- **WHAT THE TASK REQUIRES**
Without including any picture, repeat the records below exactly.

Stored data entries

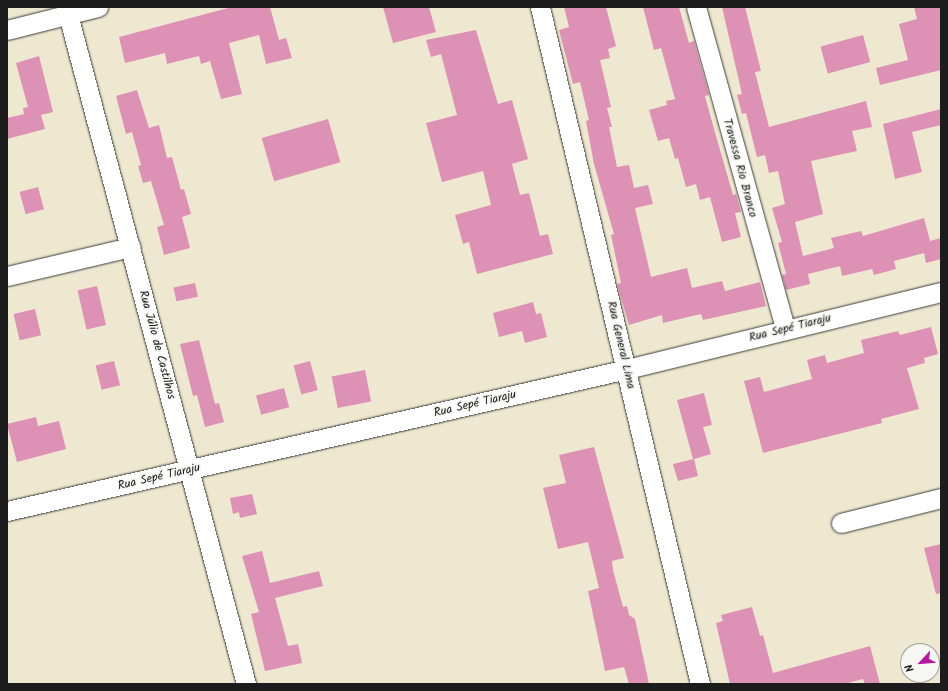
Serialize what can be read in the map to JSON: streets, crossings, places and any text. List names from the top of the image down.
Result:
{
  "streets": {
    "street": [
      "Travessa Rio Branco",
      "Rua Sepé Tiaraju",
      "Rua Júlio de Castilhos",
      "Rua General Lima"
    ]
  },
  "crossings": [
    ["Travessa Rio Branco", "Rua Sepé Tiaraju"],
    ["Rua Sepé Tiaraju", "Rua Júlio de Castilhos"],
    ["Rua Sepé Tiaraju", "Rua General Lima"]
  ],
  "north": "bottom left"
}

- **RESPONSE TO THIS EXERCISE**
Serialize what can be read in the map to JSON: streets, crossings, places and any text. List names from the top of the image down.
Result:
{
  "streets": {
    "street": [
      "Travessa Rio Branco",
      "Rua Sepé Tiaraju",
      "Rua Júlio de Castilhos",
      "Rua General Lima"
    ]
  },
  "crossings": [
    ["Travessa Rio Branco", "Rua Sepé Tiaraju"],
    ["Rua Sepé Tiaraju", "Rua Júlio de Castilhos"],
    ["Rua Sepé Tiaraju", "Rua General Lima"]
  ],
  "north": "bottom left"
}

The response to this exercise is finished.